Start of Records provided
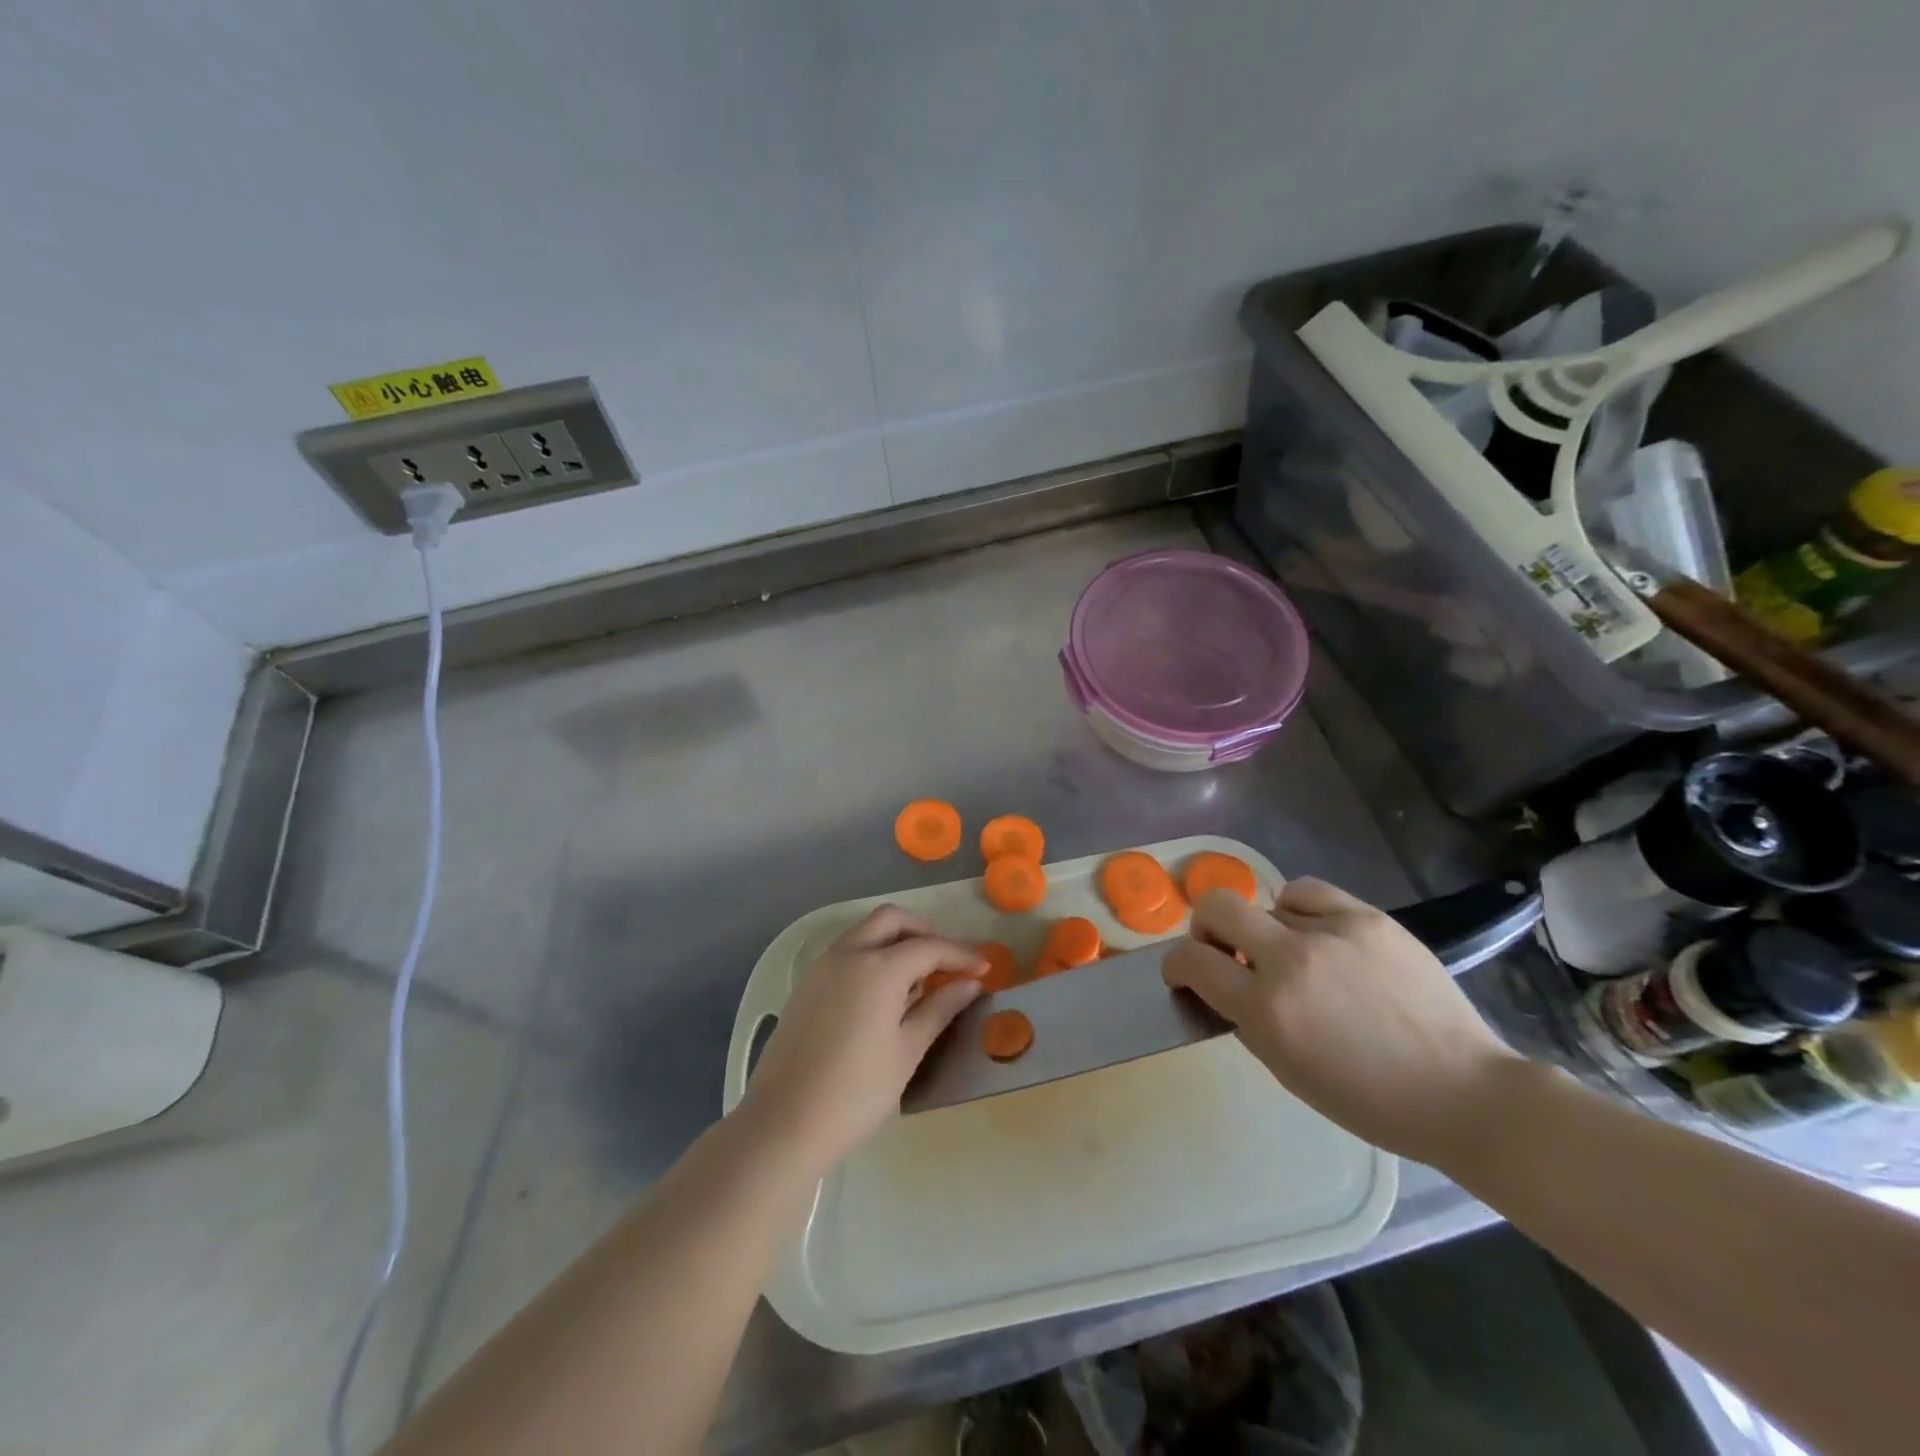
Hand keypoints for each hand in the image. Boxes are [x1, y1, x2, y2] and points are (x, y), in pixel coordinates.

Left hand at [741, 906, 984, 1167]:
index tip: (984, 969)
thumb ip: (940, 1009)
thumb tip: (970, 984)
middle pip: (892, 920)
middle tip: (946, 962)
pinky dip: (871, 953)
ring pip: (865, 930)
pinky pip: (846, 951)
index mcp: (878, 968)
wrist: (784, 1123)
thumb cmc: (856, 1092)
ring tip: (918, 977)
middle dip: (924, 931)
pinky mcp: (806, 984)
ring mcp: (822, 966)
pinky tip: (884, 990)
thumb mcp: (907, 1051)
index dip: (960, 955)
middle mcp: (848, 954)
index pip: (929, 947)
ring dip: (895, 939)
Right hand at [1163, 877, 1523, 1166]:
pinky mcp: (1367, 916)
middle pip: (1216, 907)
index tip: (1182, 972)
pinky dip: (1296, 909)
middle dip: (1205, 928)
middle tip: (1222, 950)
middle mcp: (1291, 960)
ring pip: (1267, 907)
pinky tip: (1313, 931)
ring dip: (1266, 933)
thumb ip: (1244, 1018)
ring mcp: (1332, 932)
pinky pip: (1307, 892)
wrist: (1463, 1092)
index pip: (1192, 961)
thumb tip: (1220, 983)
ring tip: (1294, 958)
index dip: (1176, 964)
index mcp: (1267, 1009)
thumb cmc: (1368, 1100)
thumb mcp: (1285, 1069)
End of Records provided
Going through the material, count each line that carries the word "pinky", and output only that count.

8